Dataset entries

━━━━

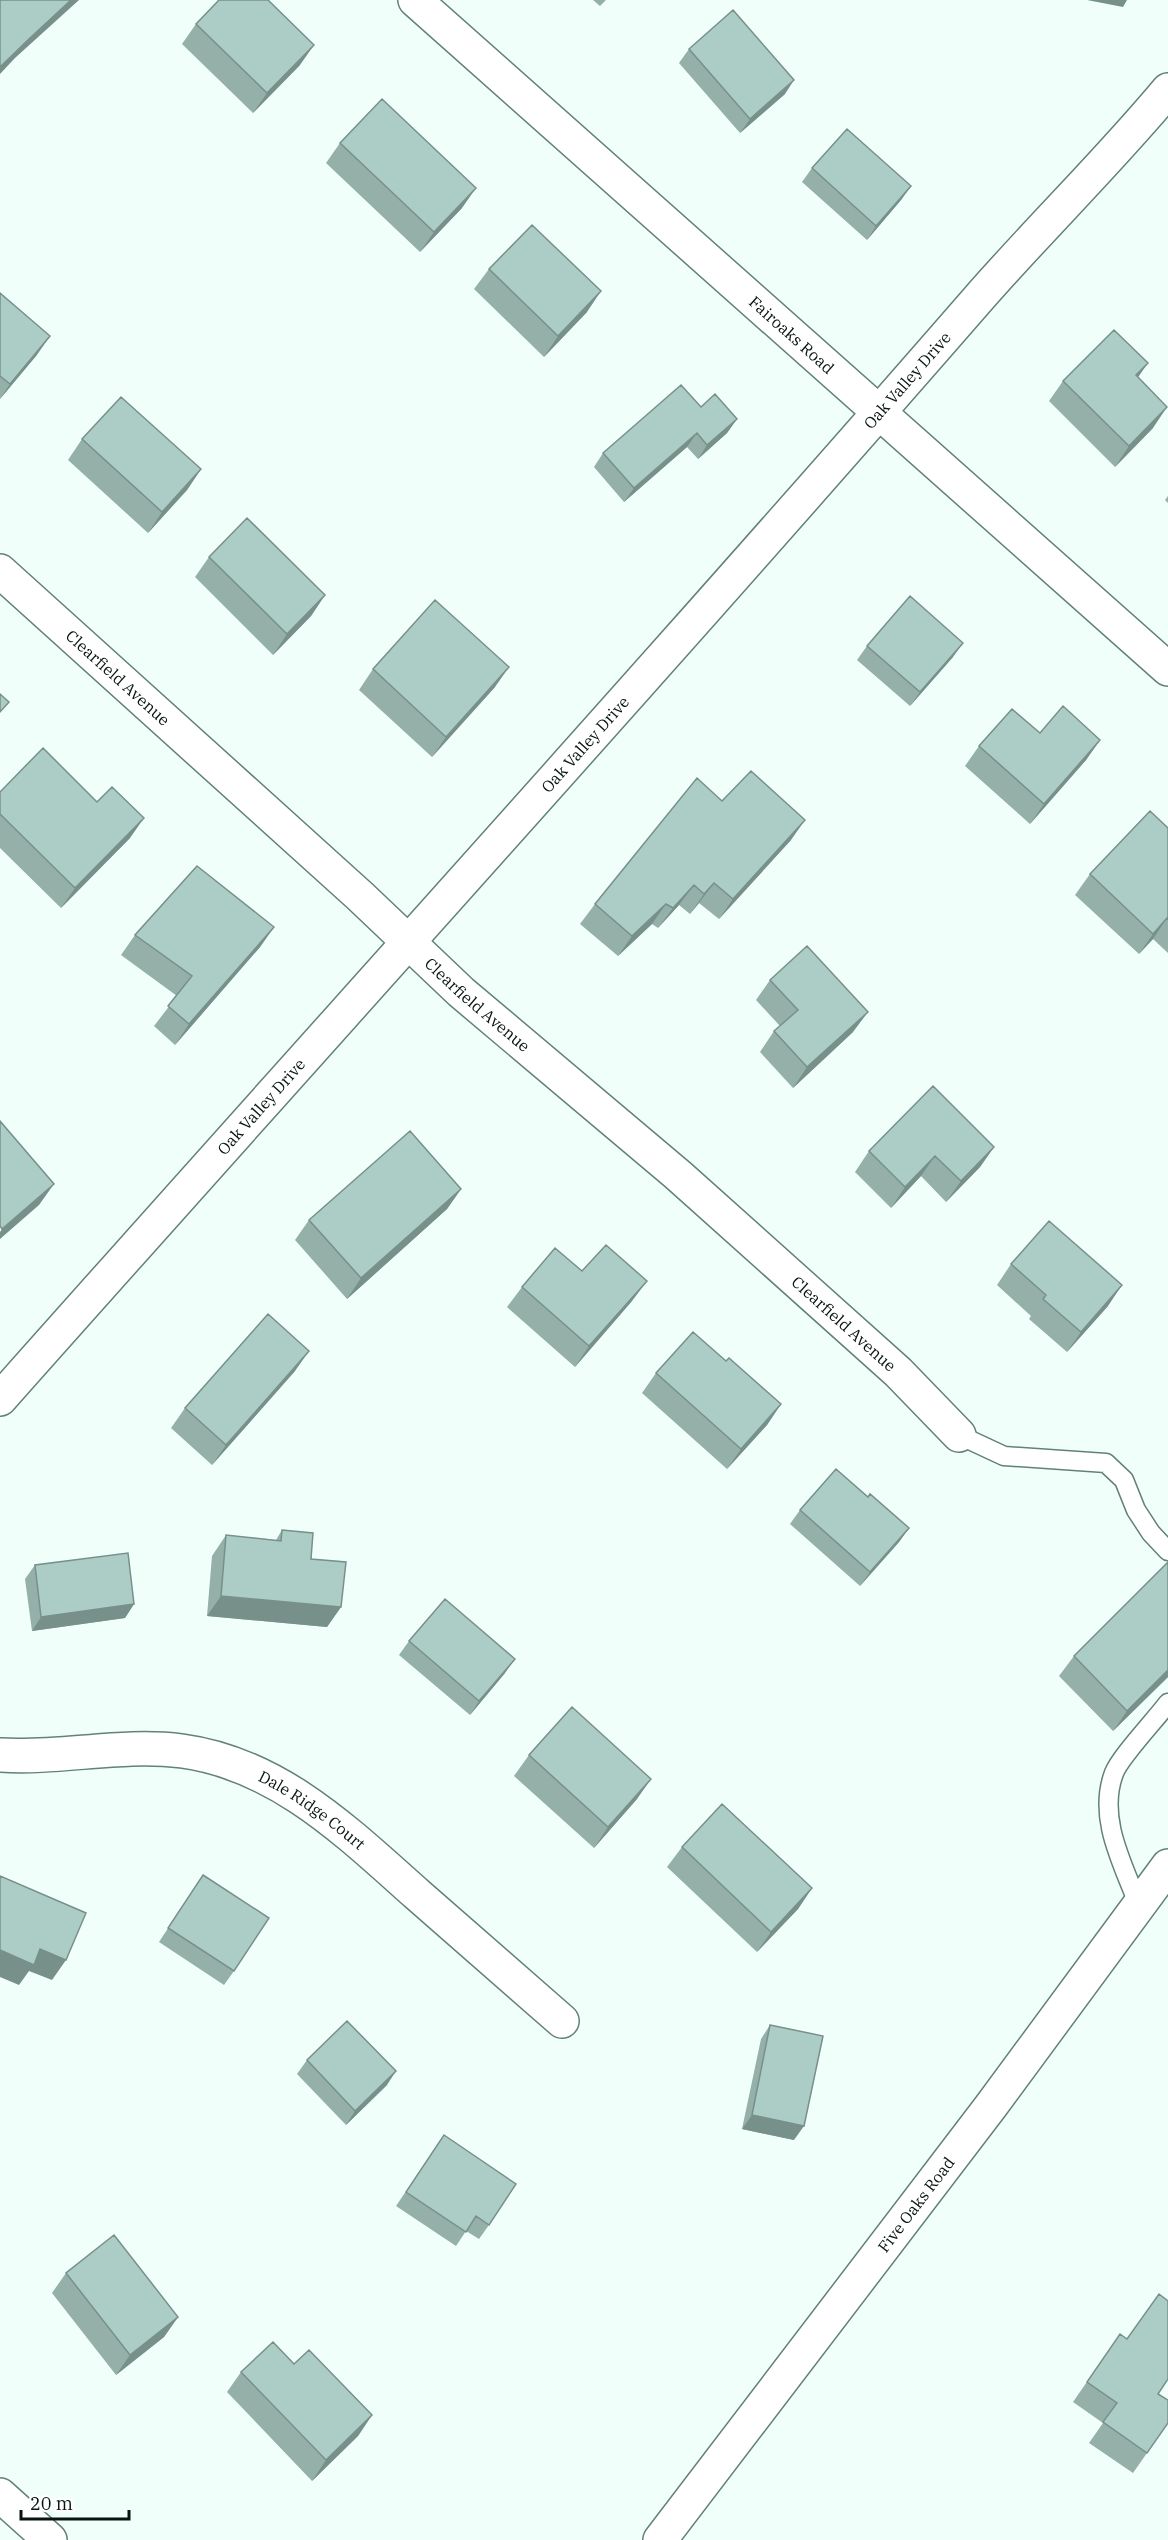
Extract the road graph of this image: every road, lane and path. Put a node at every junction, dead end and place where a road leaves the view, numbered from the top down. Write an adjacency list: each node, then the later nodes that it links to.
1 (415, 0): 3 (street, Fairoaks Road)
2 (1168, 90): 3 (street, Oak Valley Drive)
3 (879, 413): 5 (street, Fairoaks Road); 6 (street, Oak Valley Drive)
4 (0, 571): 6 (street, Clearfield Avenue)
5 (1168, 669)
6 (410, 943): 7 (street, Oak Valley Drive); 8 (street, Clearfield Avenue)
7 (4, 1388)
8 (959, 1435): 9 (lane)
9 (1168, 1551)
10 (1168, 1703): 13 (lane)
11 (0, 1755): 14 (street, Dale Ridge Court)
12 (1168, 1866): 13 (street, Five Oaks Road)
13 (1138, 1906): 17 (street, Five Oaks Road)
14 (562, 2021)
15 (0, 2495): 16 (street)
16 (50, 2540)
17 (660, 2540)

━━━━

Word for word, repeat the lines of data above, omitting every picture.

▶ [RESULT OF THE EXERCISE]:
Extract the road graph of this image: every road, lane and path. Put a node at every junction, dead end and place where a road leaves the view, numbered from the top down. Write an adjacency list: each node, then the later nodes that it links to.
1 (415, 0): 3 (street, Fairoaks Road)
2 (1168, 90): 3 (street, Oak Valley Drive)
3 (879, 413): 5 (street, Fairoaks Road); 6 (street, Oak Valley Drive)
4 (0, 571): 6 (street, Clearfield Avenue)
5 (1168, 669)
6 (410, 943): 7 (street, Oak Valley Drive); 8 (street, Clearfield Avenue)
7 (4, 1388)
8 (959, 1435): 9 (lane)
9 (1168, 1551)
10 (1168, 1703): 13 (lane)
11 (0, 1755): 14 (street, Dale Ridge Court)
12 (1168, 1866): 13 (street, Five Oaks Road)
13 (1138, 1906): 17 (street, Five Oaks Road)
14 (562, 2021)
15 (0, 2495): 16 (street)
16 (50, 2540)
17 (660, 2540)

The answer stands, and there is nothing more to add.